### Your instructions
Would you please state how many lines in the entries contain the word "lane"? Only the number should be given.

(Stored data entries)
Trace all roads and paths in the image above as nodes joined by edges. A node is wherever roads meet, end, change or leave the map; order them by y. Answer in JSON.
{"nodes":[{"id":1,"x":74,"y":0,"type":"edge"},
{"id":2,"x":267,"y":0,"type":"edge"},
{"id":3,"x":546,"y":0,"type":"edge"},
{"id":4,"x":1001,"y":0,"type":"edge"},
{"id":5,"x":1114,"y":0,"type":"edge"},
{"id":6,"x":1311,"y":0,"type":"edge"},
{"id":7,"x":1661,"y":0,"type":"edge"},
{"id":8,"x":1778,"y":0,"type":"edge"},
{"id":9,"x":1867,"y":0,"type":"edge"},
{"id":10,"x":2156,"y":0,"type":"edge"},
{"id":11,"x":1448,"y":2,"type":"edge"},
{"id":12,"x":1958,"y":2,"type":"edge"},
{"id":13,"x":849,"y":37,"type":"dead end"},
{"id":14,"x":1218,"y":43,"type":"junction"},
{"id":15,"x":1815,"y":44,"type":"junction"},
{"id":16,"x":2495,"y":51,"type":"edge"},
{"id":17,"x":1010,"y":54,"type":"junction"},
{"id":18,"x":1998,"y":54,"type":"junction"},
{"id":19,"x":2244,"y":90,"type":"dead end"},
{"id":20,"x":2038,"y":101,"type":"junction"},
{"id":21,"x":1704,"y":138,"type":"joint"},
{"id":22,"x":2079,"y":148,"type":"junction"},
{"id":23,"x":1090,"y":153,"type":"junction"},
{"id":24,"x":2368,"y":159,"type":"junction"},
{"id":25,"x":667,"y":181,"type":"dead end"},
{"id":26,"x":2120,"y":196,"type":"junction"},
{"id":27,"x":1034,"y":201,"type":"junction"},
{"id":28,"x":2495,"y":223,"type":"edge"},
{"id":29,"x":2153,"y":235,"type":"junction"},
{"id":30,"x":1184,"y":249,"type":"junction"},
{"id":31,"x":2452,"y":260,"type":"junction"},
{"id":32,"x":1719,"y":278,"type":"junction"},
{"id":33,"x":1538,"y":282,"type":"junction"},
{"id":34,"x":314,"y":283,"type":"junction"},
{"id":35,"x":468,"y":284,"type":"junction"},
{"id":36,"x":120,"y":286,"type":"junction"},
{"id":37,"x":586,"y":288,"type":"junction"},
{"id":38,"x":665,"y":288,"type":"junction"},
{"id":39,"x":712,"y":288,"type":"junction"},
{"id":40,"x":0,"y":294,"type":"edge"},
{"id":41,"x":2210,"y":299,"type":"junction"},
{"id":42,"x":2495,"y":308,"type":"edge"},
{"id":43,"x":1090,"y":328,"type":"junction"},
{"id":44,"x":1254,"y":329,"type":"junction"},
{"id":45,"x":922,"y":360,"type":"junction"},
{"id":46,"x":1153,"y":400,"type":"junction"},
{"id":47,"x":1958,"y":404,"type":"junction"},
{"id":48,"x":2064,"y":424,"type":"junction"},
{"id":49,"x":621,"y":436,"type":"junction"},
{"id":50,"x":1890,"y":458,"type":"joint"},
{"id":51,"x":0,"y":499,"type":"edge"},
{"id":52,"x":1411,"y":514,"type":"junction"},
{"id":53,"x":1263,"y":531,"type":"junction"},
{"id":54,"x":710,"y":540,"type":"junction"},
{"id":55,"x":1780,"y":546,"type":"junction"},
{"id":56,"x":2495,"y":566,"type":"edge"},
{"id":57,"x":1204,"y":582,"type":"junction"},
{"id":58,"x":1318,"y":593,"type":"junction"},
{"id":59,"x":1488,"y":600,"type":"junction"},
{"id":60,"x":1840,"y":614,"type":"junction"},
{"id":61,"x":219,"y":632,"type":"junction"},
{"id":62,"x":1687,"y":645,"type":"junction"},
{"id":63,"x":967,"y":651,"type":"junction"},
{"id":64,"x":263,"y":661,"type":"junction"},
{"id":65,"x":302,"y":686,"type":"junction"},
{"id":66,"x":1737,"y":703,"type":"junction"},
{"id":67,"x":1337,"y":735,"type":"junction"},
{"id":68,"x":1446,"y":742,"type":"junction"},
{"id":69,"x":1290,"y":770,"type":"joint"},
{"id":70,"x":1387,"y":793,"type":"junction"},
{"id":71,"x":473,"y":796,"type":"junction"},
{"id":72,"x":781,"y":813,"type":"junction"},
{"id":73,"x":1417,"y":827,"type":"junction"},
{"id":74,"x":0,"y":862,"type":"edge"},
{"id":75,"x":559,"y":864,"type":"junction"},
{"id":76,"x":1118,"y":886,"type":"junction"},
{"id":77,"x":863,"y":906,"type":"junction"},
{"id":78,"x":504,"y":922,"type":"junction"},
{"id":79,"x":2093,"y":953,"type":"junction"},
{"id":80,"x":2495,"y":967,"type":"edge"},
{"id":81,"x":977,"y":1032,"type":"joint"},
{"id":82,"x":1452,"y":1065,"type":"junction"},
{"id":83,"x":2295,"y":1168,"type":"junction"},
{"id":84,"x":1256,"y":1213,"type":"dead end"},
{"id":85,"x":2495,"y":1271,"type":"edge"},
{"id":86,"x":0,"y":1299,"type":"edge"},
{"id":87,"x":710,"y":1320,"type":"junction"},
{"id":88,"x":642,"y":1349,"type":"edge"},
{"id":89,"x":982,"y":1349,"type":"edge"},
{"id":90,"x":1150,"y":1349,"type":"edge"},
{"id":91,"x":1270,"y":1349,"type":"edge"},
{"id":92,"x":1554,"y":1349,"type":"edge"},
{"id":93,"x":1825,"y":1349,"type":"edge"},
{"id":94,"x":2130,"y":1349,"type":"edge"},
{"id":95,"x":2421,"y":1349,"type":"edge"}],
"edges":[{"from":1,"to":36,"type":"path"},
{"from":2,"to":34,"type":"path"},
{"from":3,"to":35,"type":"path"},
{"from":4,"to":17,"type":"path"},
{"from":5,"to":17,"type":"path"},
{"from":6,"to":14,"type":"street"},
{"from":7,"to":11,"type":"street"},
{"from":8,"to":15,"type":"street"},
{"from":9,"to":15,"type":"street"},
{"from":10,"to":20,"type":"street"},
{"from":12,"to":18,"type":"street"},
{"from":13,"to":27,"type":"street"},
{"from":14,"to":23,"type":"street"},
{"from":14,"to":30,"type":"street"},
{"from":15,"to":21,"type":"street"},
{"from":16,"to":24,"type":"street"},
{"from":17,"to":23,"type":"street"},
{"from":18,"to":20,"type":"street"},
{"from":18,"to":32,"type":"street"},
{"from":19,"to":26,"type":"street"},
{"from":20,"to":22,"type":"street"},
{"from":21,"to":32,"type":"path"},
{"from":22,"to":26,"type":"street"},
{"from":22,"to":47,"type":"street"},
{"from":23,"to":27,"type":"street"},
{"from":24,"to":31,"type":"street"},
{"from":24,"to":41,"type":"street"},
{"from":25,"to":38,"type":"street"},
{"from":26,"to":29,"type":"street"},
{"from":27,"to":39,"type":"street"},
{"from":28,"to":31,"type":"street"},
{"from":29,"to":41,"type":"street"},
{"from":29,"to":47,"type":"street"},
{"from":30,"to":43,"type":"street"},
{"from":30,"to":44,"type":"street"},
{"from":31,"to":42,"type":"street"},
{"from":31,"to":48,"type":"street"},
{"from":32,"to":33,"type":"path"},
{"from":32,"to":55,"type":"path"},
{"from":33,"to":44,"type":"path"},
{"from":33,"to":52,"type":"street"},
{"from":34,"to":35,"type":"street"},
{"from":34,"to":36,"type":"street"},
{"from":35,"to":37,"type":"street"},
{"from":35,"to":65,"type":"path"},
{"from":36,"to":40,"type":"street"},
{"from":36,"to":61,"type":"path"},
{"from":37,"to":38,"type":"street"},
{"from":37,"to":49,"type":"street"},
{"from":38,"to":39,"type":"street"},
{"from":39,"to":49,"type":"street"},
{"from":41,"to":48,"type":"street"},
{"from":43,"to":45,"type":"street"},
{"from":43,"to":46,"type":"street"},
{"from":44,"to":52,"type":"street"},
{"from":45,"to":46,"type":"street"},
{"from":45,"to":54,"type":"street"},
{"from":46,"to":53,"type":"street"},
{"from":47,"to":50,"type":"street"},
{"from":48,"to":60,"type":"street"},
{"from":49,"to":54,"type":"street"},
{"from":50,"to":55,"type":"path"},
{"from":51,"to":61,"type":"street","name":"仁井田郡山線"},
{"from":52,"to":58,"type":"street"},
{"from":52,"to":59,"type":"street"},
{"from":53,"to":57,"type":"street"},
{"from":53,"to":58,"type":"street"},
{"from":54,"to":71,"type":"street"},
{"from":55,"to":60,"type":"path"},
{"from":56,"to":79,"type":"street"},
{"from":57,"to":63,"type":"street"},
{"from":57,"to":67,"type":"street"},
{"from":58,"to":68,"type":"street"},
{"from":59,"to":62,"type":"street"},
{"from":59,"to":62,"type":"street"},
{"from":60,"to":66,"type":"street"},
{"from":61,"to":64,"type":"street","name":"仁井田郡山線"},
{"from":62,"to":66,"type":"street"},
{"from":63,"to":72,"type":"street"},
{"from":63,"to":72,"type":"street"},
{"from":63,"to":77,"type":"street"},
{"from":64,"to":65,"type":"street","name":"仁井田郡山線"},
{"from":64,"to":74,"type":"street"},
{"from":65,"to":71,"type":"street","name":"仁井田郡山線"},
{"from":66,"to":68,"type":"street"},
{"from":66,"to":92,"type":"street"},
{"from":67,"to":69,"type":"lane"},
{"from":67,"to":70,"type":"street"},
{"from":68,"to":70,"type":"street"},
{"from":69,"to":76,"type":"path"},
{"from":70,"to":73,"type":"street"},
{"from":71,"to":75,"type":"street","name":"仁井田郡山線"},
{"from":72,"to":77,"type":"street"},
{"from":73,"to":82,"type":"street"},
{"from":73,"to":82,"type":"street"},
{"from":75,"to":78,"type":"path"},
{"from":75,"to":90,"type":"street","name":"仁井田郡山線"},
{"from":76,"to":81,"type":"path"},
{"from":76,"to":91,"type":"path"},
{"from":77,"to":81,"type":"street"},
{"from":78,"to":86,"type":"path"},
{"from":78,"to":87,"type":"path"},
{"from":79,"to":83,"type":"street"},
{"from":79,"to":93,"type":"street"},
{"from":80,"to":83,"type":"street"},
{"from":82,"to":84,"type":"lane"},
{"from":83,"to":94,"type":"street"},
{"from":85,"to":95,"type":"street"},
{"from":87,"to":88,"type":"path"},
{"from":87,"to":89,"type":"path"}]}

### Task result
2